En el Templo de Villa Adriana el estilóbato es el dolor. Vendría a suponer sostén de fuste la soledad. Un bajorrelieve reza: Fiel a estar sola. Jo. ¡Ya es mala pata! ¿Viento opuesto? Amainemos velas, qué remedio… El collarino del capitel se erige en voluntarioso esfuerzo creador. Ingresa otro bajorrelieve: Lloré pétalos de una flor mermada; once campanadas, un campanillazo: dos tónicas correlativas. De acarrear “pétalos” el golpe de voz en el 2º pie habría respirado un <<heroico pleno>> hermosísimo. Lástima. El morbo de la poesía post-postmoderna: la libre cacofonía del verso libre. En granadí: de naíca se puede culpar a la constructora del Templo, carne de post-postmodernidad, como todos. O casi todos. Ay. Prosigo… El equino pasa, pluma en ristre, por ligero juego de muñecas… Fantásticamente estampado en: (…) antropomórfica/ antropofágica/ antropogangrenosa/ antroponoquieroseguirestamuerte (…) Y el ábaco se perfila con buril de carácter alborozado. ¡Bien, muy bien! Pero no aquietaré mi trote aquí. El arquitrabe del entablamento adquiere fisonomía de cabeza humeante… ¡Rebién! Su friso frisa en egocéntrica chispa lírica (acaso, ya, no tan bien). Aunque he de apostillar: todos los líricos adolecen de ella (¡io sono il centro del mondo!). La cornisa se despacha a modo de cavilaciones, augurios y conjeturas emotivos. ¡Mejor, mucho mejor, que bien! Y el frontón convoca un paralelismo: el existente entre la necesidad de esculpir y la personalidad depresiva de quien esculpe; con un colofón: la acrótera del perfeccionismo indagado a machamartillo. ¡Requetebién!

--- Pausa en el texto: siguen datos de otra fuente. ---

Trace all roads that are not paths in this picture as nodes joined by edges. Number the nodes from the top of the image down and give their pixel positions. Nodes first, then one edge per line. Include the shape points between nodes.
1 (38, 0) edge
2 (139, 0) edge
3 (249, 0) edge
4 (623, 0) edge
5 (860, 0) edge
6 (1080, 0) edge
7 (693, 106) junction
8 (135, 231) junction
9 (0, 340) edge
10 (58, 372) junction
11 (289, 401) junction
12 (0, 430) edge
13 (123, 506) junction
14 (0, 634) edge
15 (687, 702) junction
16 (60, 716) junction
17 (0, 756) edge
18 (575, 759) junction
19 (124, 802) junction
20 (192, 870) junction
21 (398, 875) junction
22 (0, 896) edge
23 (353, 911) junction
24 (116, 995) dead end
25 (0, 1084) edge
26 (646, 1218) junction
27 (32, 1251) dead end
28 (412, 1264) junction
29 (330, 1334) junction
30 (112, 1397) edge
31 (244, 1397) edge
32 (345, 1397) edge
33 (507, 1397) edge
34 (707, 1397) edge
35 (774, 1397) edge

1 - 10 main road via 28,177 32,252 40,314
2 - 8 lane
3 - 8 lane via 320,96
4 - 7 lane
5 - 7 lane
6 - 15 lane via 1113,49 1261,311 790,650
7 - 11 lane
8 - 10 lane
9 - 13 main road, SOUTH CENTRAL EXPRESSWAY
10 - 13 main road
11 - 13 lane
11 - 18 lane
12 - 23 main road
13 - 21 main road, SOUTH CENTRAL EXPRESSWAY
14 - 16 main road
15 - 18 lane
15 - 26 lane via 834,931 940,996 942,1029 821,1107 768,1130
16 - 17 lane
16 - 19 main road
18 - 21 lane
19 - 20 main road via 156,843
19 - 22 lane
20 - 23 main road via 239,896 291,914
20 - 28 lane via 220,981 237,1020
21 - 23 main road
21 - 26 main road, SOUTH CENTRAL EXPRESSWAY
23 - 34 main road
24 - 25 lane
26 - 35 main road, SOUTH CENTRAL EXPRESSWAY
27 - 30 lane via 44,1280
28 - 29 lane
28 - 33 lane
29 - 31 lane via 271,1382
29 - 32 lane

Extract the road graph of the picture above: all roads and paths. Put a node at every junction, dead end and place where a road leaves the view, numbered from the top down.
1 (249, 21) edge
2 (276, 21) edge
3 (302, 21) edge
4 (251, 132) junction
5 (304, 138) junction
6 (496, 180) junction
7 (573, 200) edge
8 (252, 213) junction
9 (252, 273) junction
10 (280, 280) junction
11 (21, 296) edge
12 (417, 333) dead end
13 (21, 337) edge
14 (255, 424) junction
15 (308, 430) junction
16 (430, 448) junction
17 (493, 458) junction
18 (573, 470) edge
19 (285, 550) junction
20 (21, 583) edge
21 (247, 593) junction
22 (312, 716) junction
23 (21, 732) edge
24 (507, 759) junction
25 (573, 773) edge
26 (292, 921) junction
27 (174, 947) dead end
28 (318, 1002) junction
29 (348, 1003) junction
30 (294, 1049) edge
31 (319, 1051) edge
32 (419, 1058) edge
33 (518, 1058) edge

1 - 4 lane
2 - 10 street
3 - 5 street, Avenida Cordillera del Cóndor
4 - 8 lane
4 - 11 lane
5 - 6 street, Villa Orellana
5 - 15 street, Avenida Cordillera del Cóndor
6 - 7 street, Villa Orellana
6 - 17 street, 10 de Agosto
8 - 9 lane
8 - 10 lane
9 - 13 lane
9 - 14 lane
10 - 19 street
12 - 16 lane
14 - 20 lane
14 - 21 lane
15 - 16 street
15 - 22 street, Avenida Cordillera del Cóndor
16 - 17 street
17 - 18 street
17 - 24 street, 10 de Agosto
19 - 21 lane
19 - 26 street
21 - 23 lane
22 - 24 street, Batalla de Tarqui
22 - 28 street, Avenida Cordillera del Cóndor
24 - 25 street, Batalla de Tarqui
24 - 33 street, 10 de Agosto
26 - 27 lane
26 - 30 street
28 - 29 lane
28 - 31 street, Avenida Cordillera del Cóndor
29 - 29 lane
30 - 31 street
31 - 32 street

En Villa Adriana hay un Templo recoleto y pizpireto llamado Parches. Yo no lo distingo de ese modo. Su traza arquitectónica es adornada con perfiles semejantes a los de su artífice. Y más post-postmodernuras: ningún (casi ningún) signo de puntuación se ofrece al visitante. Sí hay convergencias fónicas asonantes y consonantes que amoscan los ojos. <<Impaciencia>> con <<obediencia>>, verbigracia, en la columna nº 20. Y lagrimean, los míos, al contemplar una gavilla de inscripciones en que sobresale: Caigo del columpio por querer ir al cielo/ Otra herida en las rodillas/ y mi madre diciendo/ La caída duele. Para abortar mi llanto lo tomo por el flanco bueno: cielo, goce. ¡Quia! No puedo por menos de preguntarme: ¿Complejo de culpa suscitado por una promiscuidad terapéutica y desbocada? No lo anhele Buda. ¡Viva ese puerto perpetuo <<de sí retorno>>!
Apretujaría yo a la hacedora del Templo por el vigésimo noveno y trigésimo grabado. Los dos son fantásticos sin pera ni pero. Y pienso (mal que me pese) en la color mortuoria de las columnatas. ¿Reflejo del potencial creativo de la constructora? ¿Mera mácula originada por las mordeduras del Tiempo? O, tanto vale: ¿Personaje o Persona? Espero (a más no poder) lo primero: personaje. Y, ¿la espera? ¿Quién espera? Quién no espera… Ay.
Concluyo: la Piedra del Santuario podría ser zen. O sea: de un budismo a base de sosiego intemporal. Como las habidas en Nanzenji, Kioto. lamentablemente barrunto que no será así. Porque, Piedra: Elemento inerte./ Sempiternamente/ nace y, oh, fenece/ a tiempo perenne.
Entre pros y contras he conocido (burla burlando) el Templo de Villa Adriana. ¿Qué aún no he desvelado qué sobrenombre le endilgo? Este (en bengalí): সে.